Work instruction >> Retype the data below exactly; skip every image.

Saved data entries >>

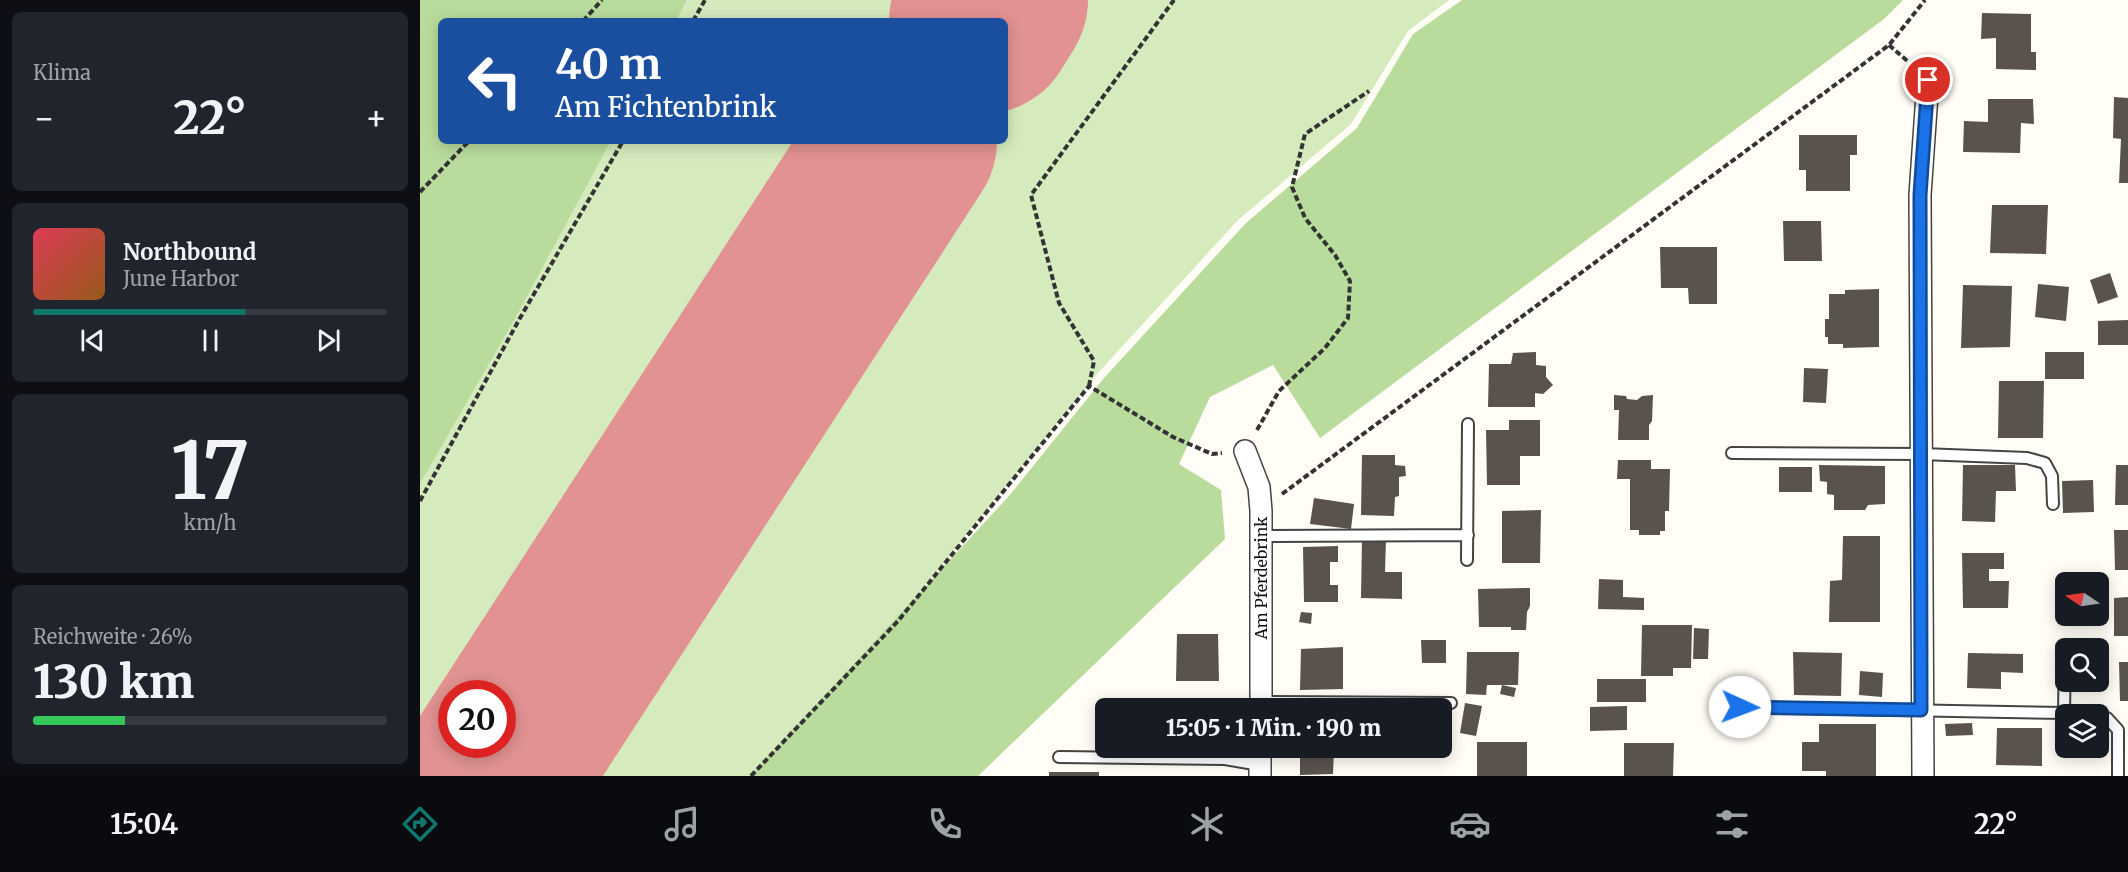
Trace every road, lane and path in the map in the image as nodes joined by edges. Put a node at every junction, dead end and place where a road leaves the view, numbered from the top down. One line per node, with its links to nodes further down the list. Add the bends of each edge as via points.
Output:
1 (602, 0): 5 (path)
2 (705, 0): 6 (path)
3 (1174, 0): 12 (path, via 1031,195 1059,303 1094,361)
4 (1925, 0): 19 (path, via 1889,45)
5 (585, 18)
6 (695, 18)
7 (1928, 80): 16 (street, via 1920,203)
8 (1369, 91): 14 (path, via 1305,134 1293,187 1305,218 1350,281 1348,318 1325,348 1279,391)
9 (466, 144): 11 (path)
10 (622, 144): 17 (path, via 520,318)
11 (420, 192)
12 (1089, 386): 14 (path, via 1173,437 1212,454); 30 (path, via 898,621)
13 (1468, 424): 20 (lane)
14 (1245, 451): 19 (street, Am Pferdebrink, via 1259,487)
15 (1732, 453): 16 (lane)
16 (1922, 454): 18 (lane, via 2027,458 2045,463 2052,476); 25 (street)
17 (420, 501)
18 (2054, 504)
19 (1262, 512): 21 (street, Am Pferdebrink)
20 (1468, 535): 21 (lane); 22 (lane)
21 (1262, 536): 23 (street, Am Pferdebrink)
22 (1467, 560)
23 (1261, 698)
24 (1740, 707): 25 (lane)
25 (1921, 710): 26 (lane); 31 (street)
26 (2055, 714)
27 (2109, 720): 32 (lane, via 2118,730)
28 (1059, 757): 29 (lane)
29 (1260, 763)
30 (751, 776)
31 (1923, 776)
32 (2118, 776)

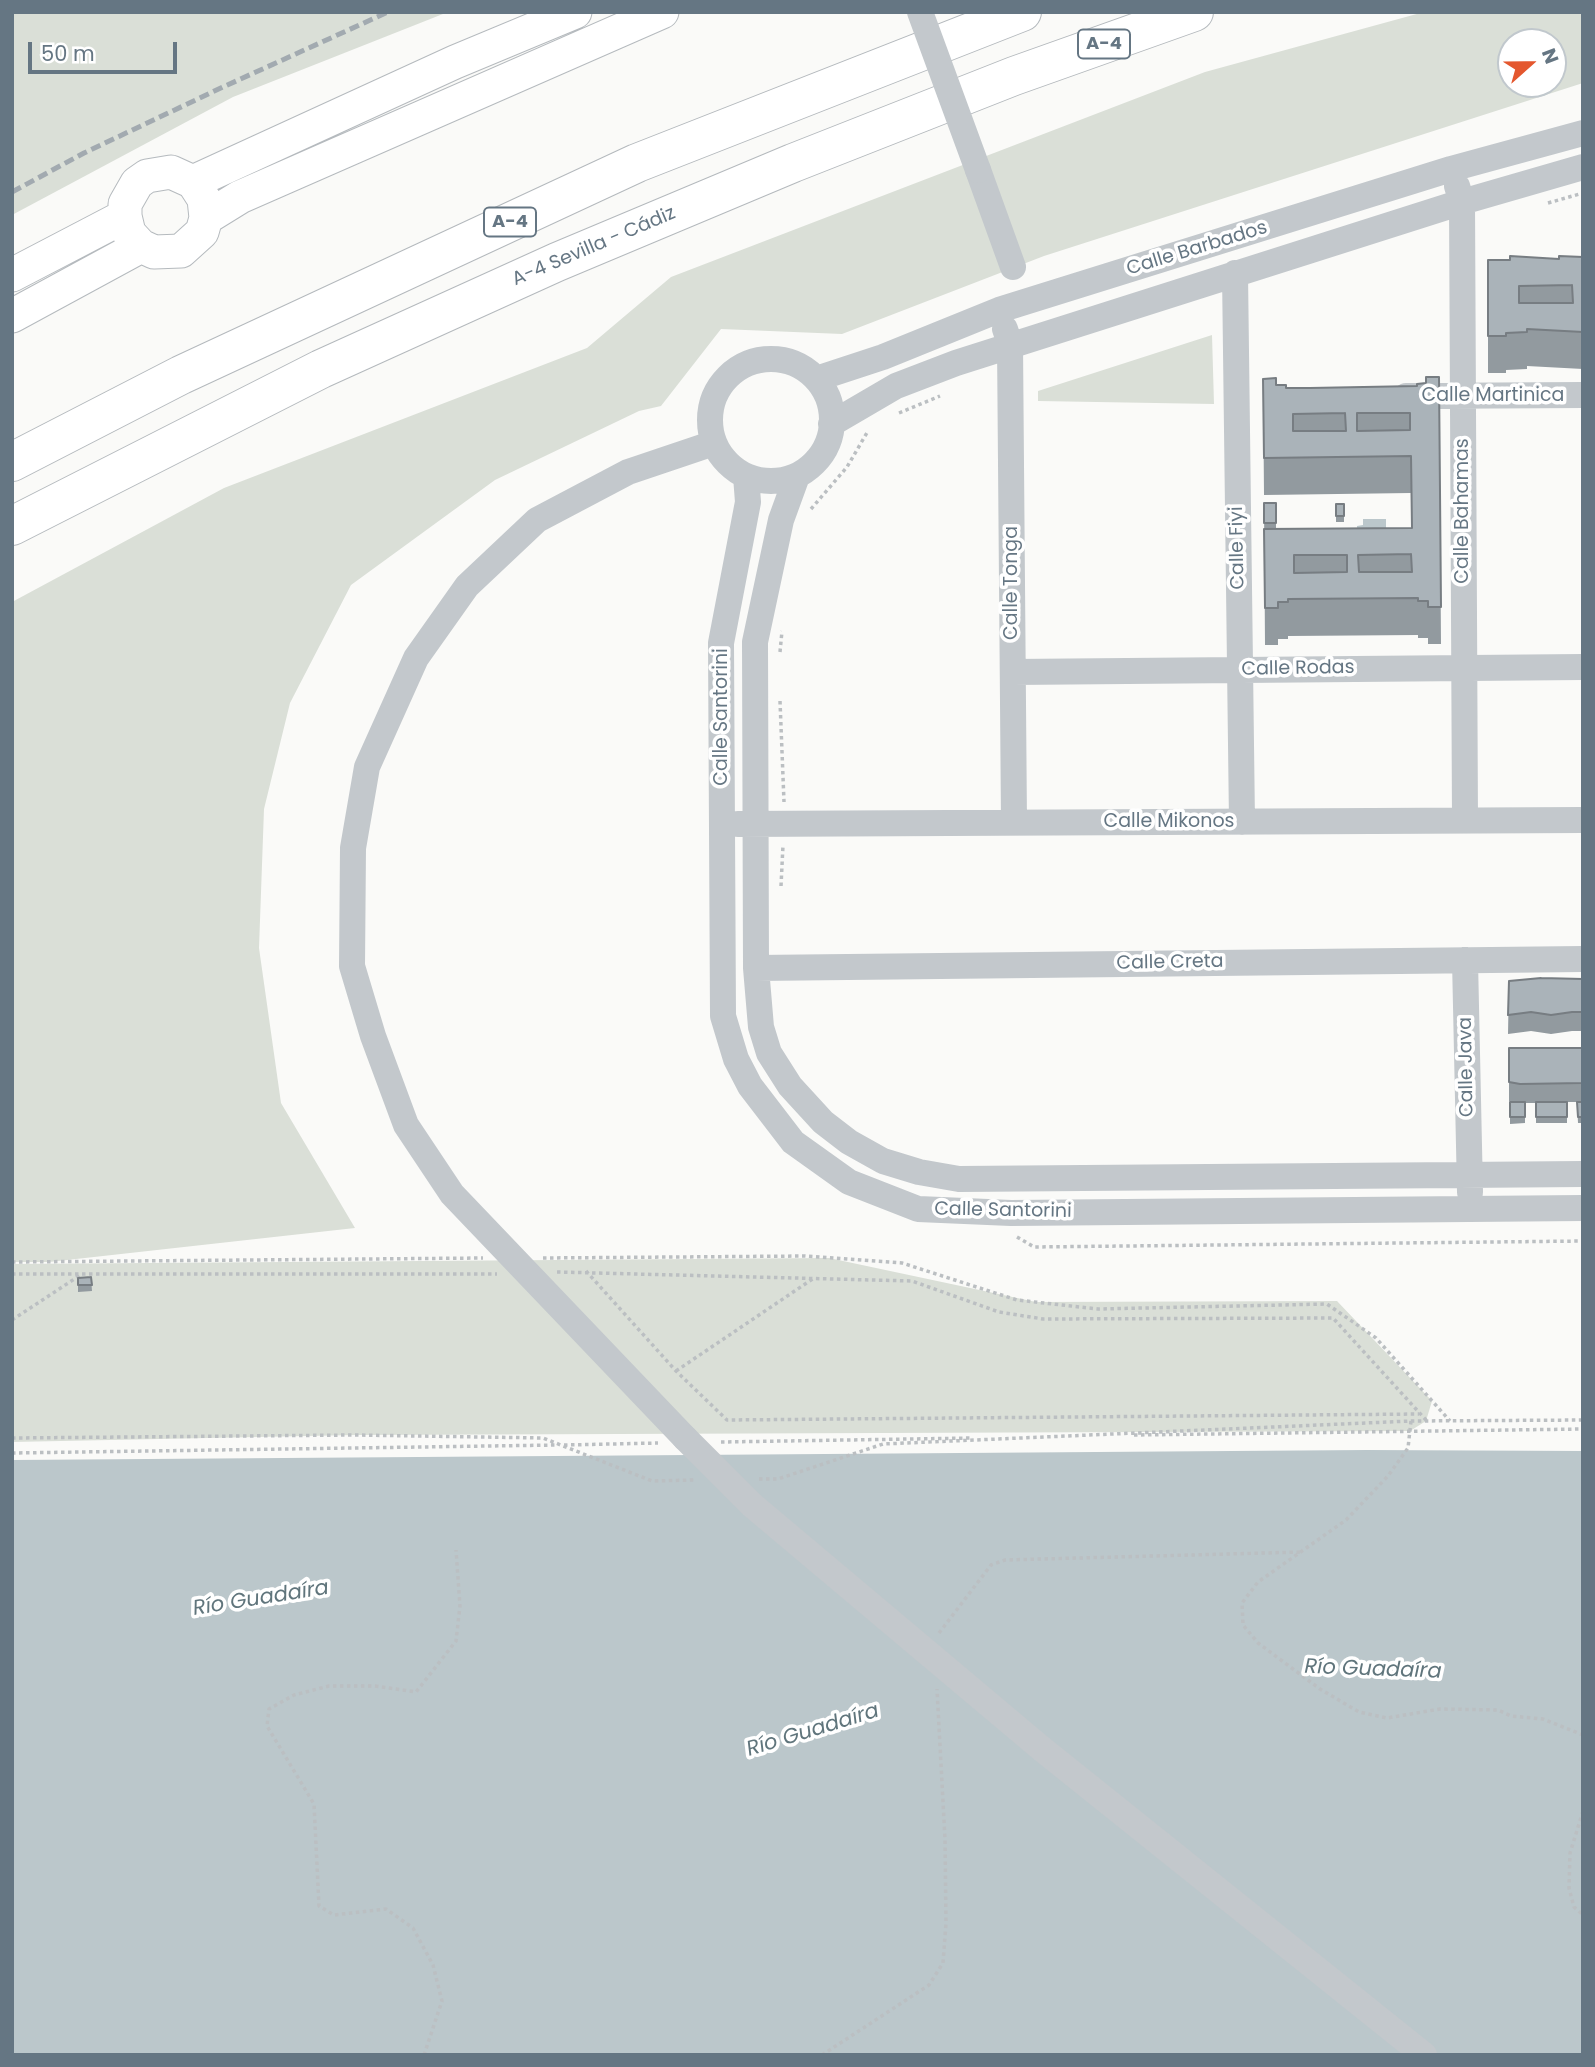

Result >>
Trace every road, lane and path in the map in the image as nodes joined by edges. Put a node at every junction, dead end and place where a road leaves the view, numbered from the top down. One line per node, with its links to nodes further down the list. Add the bends of each edge as via points.
Output:
1 (602, 0): 5 (path)
2 (705, 0): 6 (path)
3 (1174, 0): 12 (path, via 1031,195 1059,303 1094,361)
4 (1925, 0): 19 (path, via 1889,45)
5 (585, 18)
6 (695, 18)
7 (1928, 80): 16 (street, via 1920,203)
8 (1369, 91): 14 (path, via 1305,134 1293,187 1305,218 1350,281 1348,318 1325,348 1279,391)
9 (466, 144): 11 (path)
10 (622, 144): 17 (path, via 520,318)
11 (420, 192)
12 (1089, 386): 14 (path, via 1173,437 1212,454); 30 (path, via 898,621)
13 (1468, 424): 20 (lane)
14 (1245, 451): 19 (street, Am Pferdebrink, via 1259,487)
15 (1732, 453): 16 (lane)
16 (1922, 454): 18 (lane, via 2027,458 2045,463 2052,476); 25 (street)
17 (420, 501)
18 (2054, 504)
19 (1262, 512): 21 (street, Am Pferdebrink)
20 (1468, 535): 21 (lane); 22 (lane)
21 (1262, 536): 23 (street, Am Pferdebrink)
22 (1467, 560)
23 (1261, 698)
24 (1740, 707): 25 (lane)
25 (1921, 710): 26 (lane); 31 (street)
26 (2055, 714)
27 (2109, 720): 32 (lane, via 2118,730)
28 (1059, 757): 29 (lane)
29 (1260, 763)
30 (751, 776)
31 (1923, 776)
32 (2118, 776)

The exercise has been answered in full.